[Start of section]
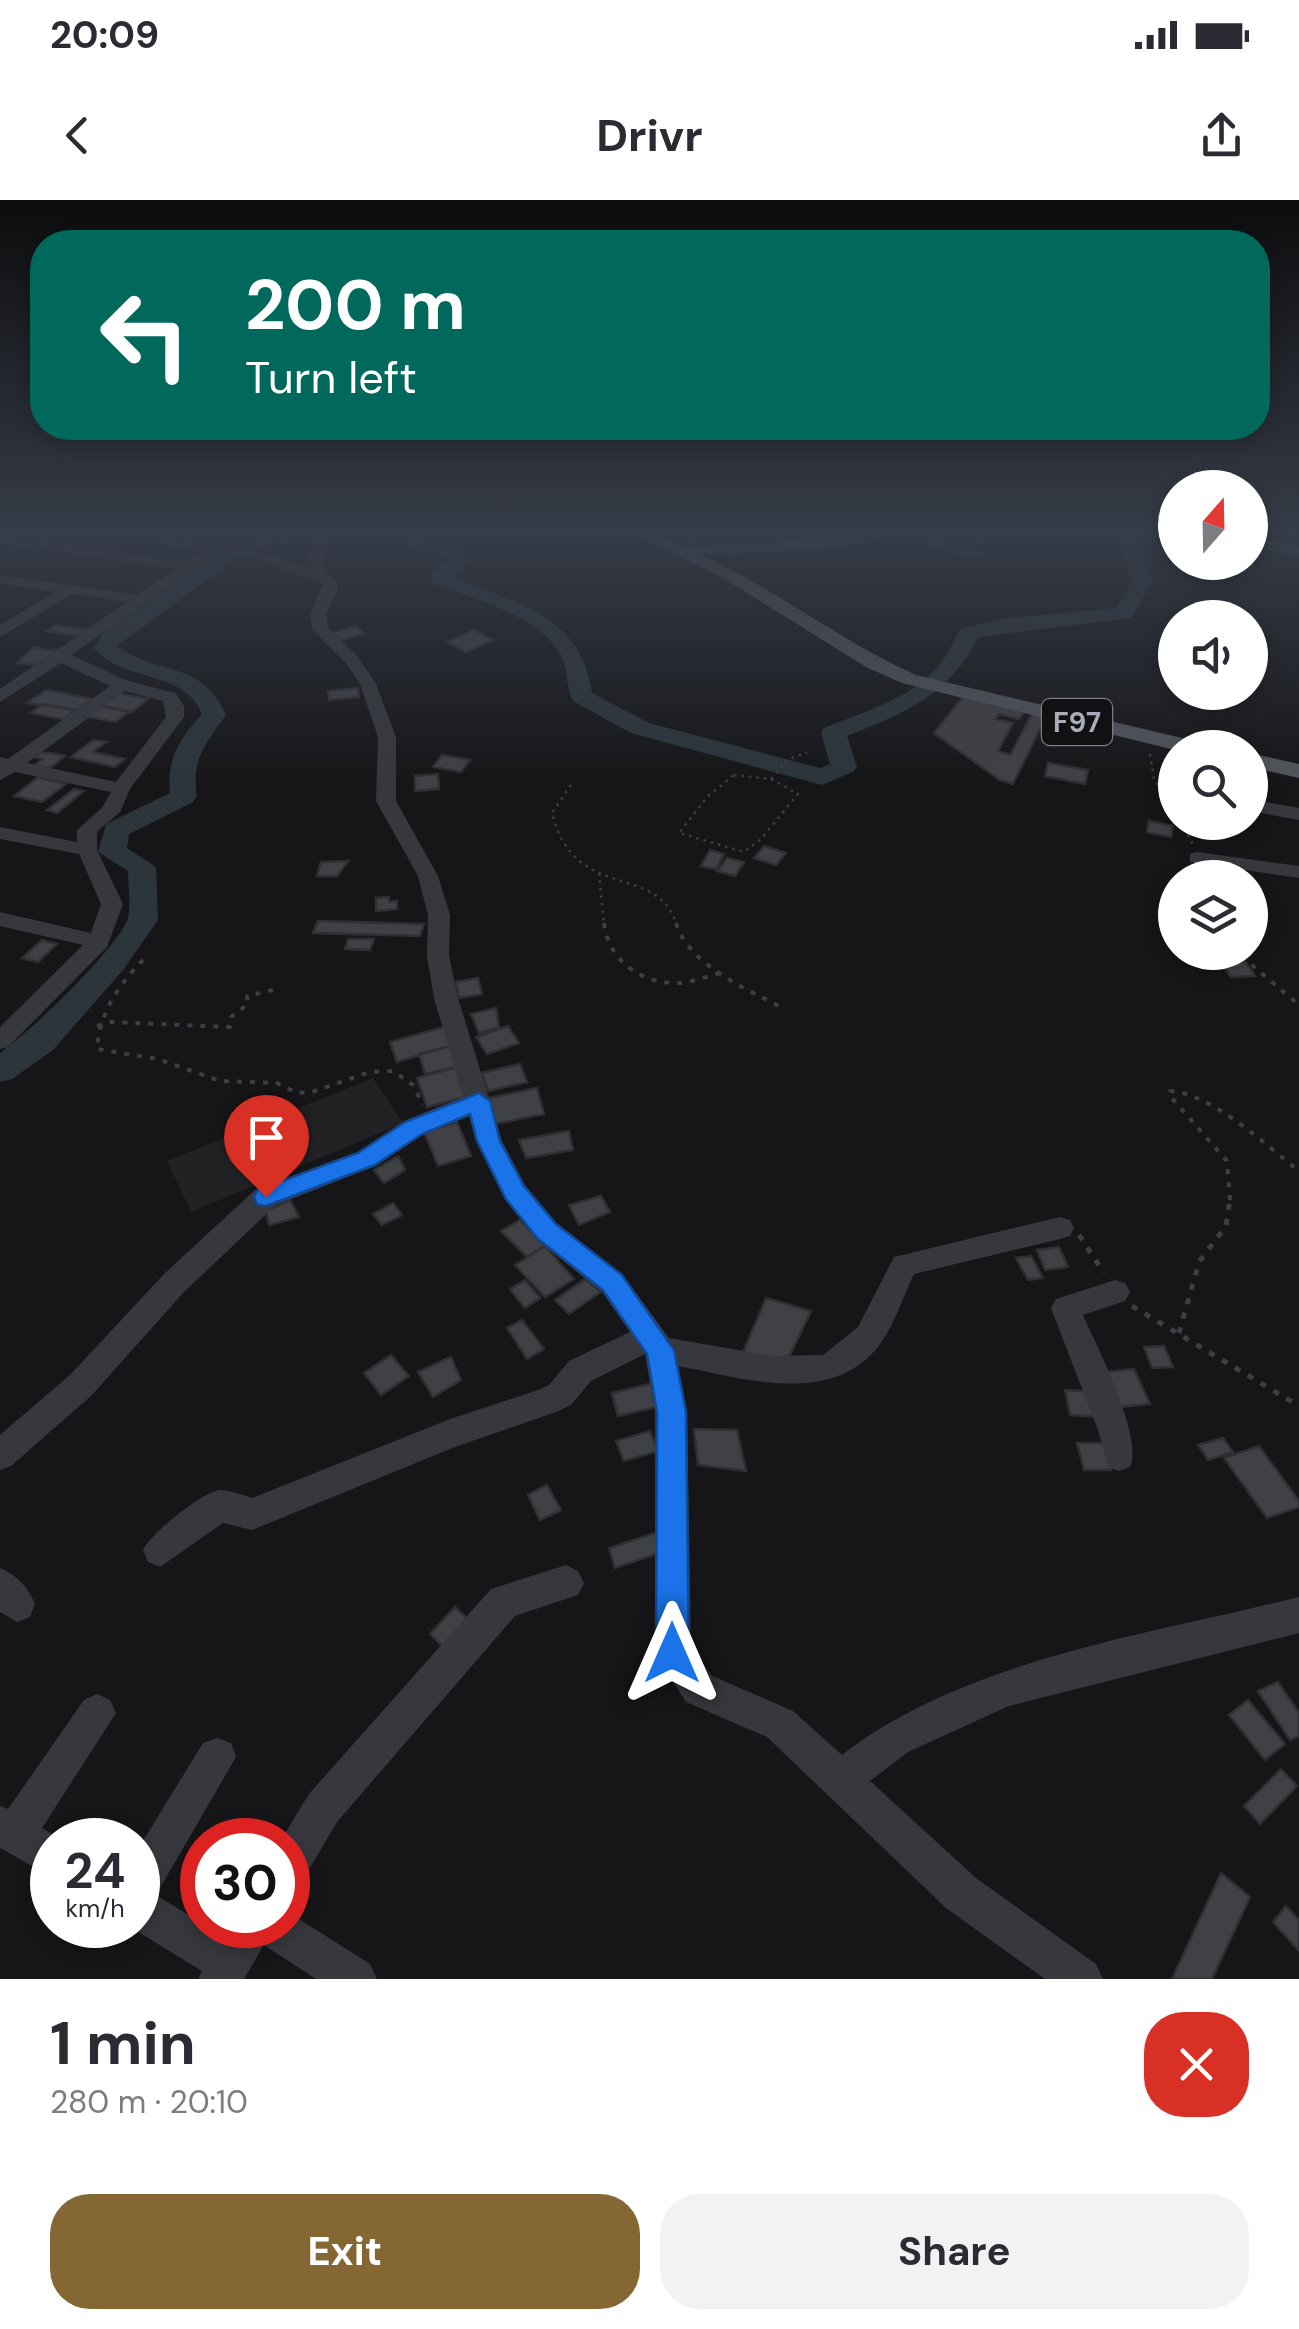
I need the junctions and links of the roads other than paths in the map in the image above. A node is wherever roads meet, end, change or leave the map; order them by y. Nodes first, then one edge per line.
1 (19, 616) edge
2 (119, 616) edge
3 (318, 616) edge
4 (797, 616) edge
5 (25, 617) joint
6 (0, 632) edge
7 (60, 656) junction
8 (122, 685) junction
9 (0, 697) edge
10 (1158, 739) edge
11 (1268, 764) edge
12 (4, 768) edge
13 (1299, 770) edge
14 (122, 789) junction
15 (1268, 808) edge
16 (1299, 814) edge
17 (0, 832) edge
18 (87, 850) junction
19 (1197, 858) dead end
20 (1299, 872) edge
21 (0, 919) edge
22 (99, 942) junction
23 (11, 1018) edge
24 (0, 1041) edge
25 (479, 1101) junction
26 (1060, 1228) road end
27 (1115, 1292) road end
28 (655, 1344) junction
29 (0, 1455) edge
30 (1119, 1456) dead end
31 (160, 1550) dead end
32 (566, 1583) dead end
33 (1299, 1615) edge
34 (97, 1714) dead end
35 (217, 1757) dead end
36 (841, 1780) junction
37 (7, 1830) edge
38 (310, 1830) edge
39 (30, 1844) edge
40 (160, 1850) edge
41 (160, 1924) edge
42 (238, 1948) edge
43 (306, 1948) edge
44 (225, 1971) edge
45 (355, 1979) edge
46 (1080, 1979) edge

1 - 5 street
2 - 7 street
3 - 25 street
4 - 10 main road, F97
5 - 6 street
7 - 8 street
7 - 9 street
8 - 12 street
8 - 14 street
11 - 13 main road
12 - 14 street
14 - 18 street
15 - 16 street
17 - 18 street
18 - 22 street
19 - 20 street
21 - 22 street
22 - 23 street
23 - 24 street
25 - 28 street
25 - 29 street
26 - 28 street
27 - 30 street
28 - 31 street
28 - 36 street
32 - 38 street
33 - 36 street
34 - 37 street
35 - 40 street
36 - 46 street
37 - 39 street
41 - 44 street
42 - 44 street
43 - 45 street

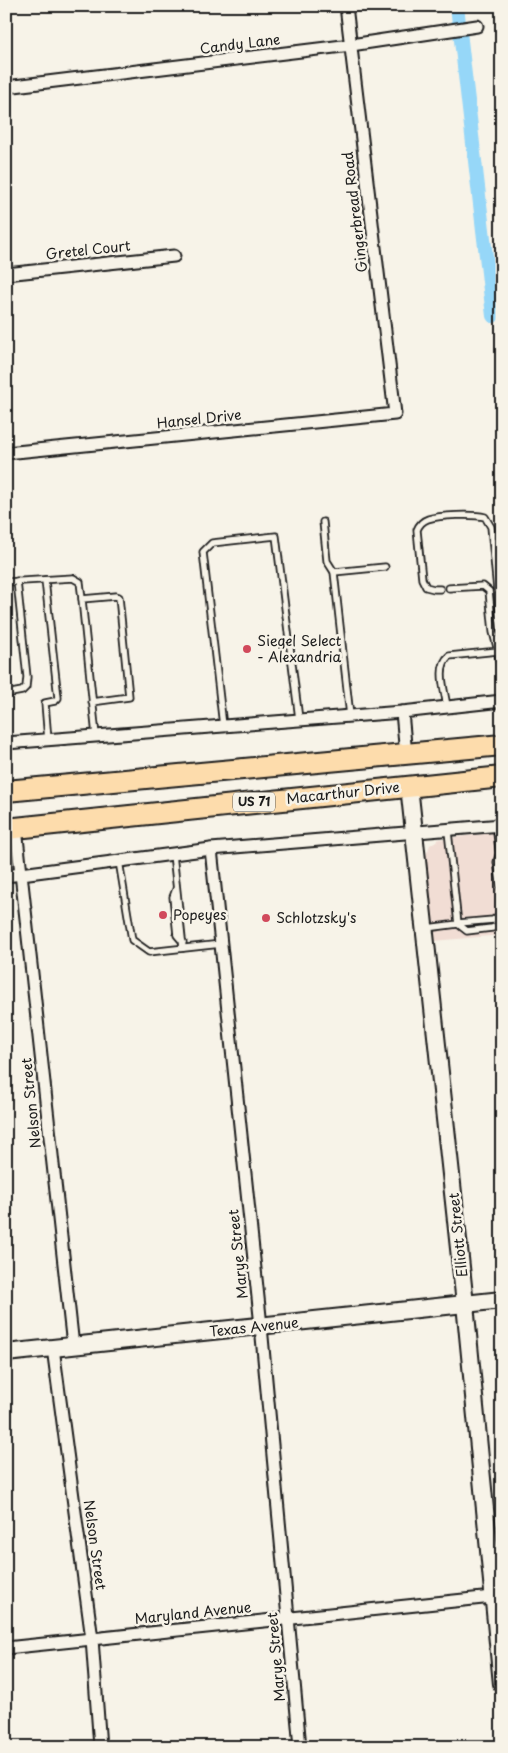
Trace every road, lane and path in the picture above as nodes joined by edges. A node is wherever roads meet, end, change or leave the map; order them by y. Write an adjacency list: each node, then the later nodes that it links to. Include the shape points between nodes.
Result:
[End of section]
[Start of section]
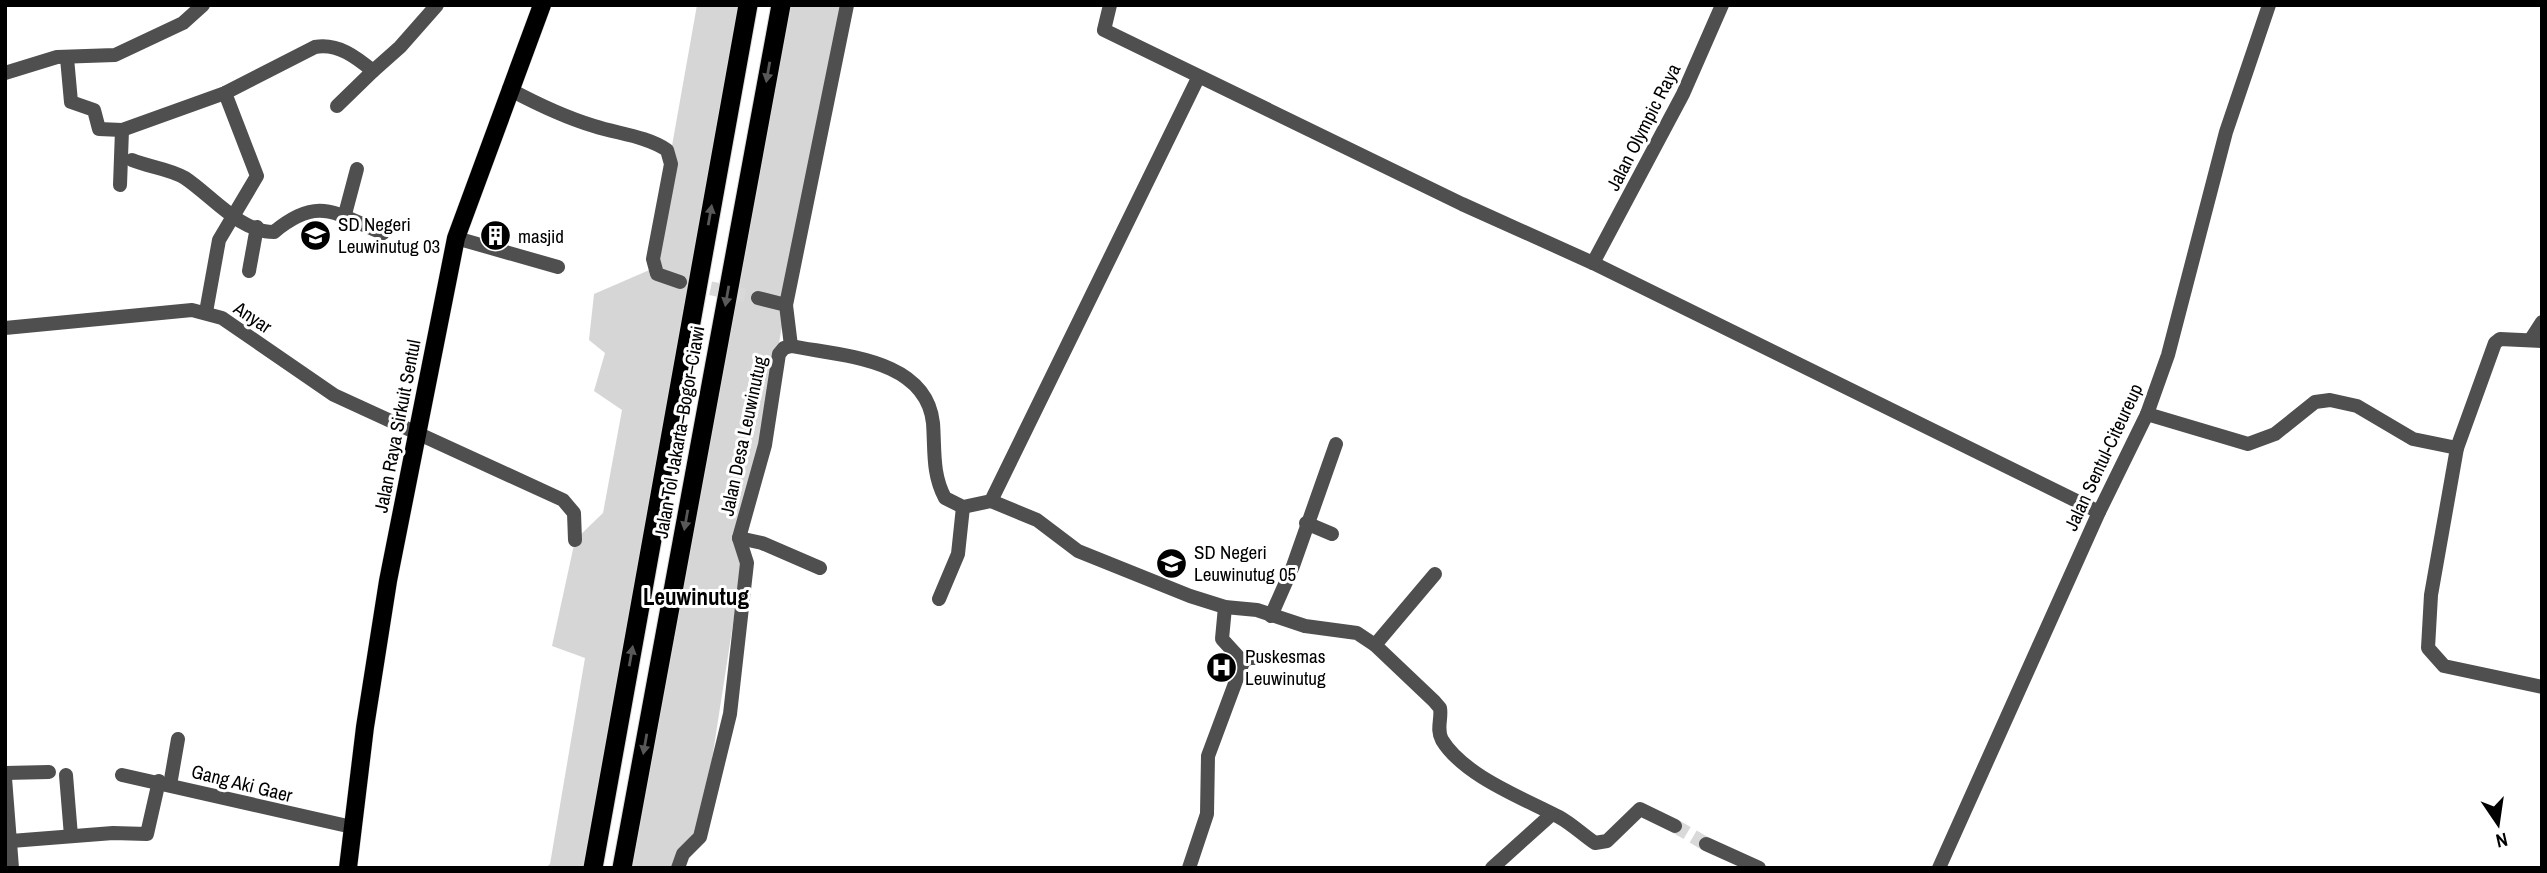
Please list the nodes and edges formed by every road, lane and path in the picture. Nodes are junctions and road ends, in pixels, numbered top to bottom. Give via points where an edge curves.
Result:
[End of section]
[Start of section]
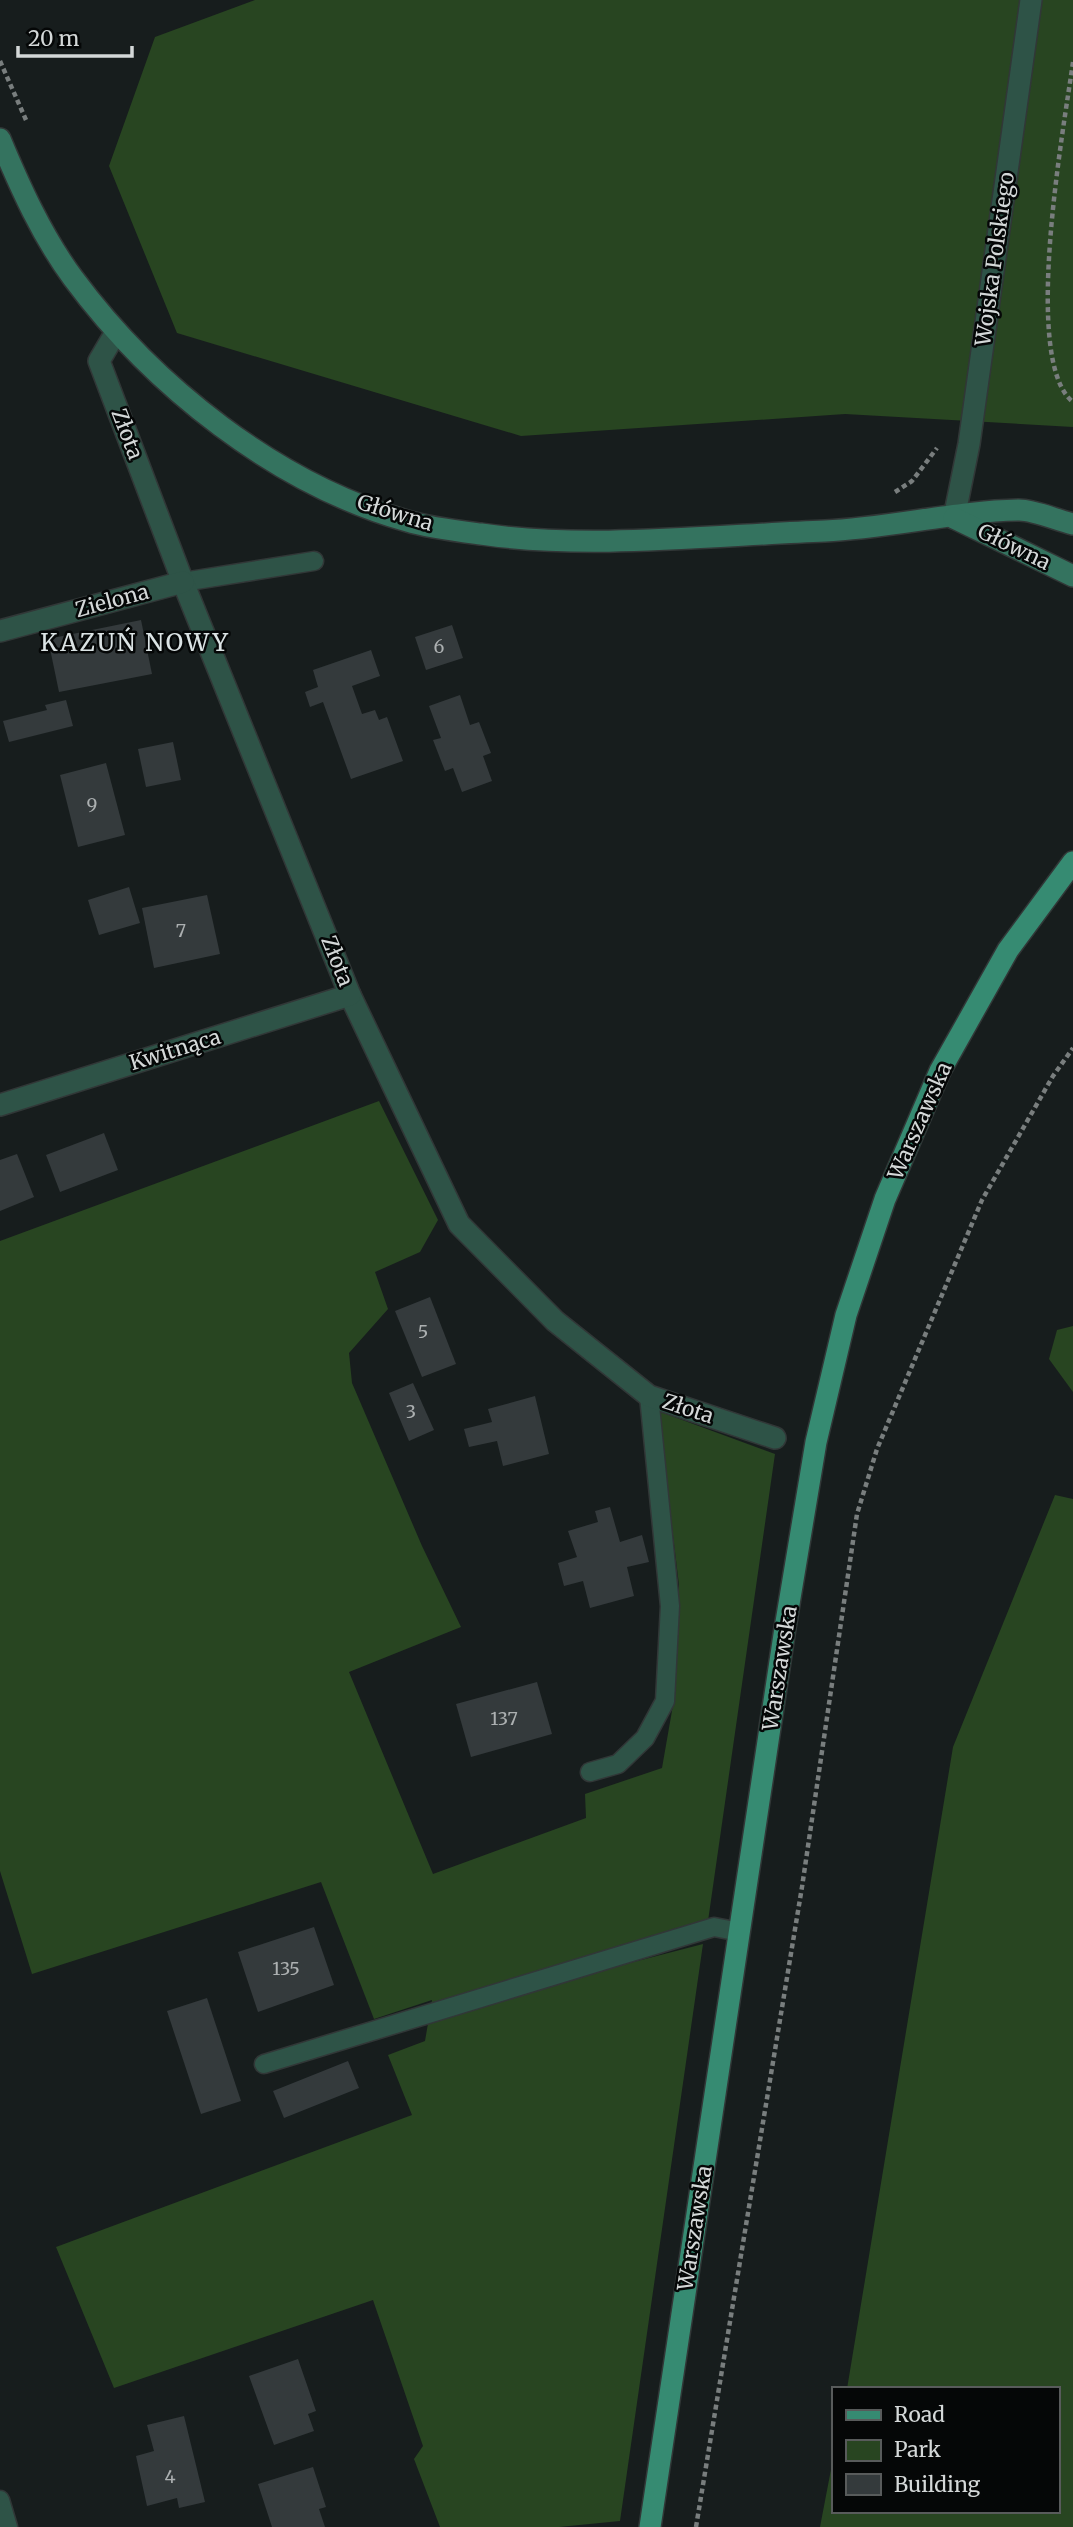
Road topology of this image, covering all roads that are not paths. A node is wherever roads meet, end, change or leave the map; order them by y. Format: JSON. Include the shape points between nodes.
[End of section]
◆ Assignment ◆
Determine how many lines in the listing above hold the word "points", and reply with that number only.

◆ Written solution ◆
3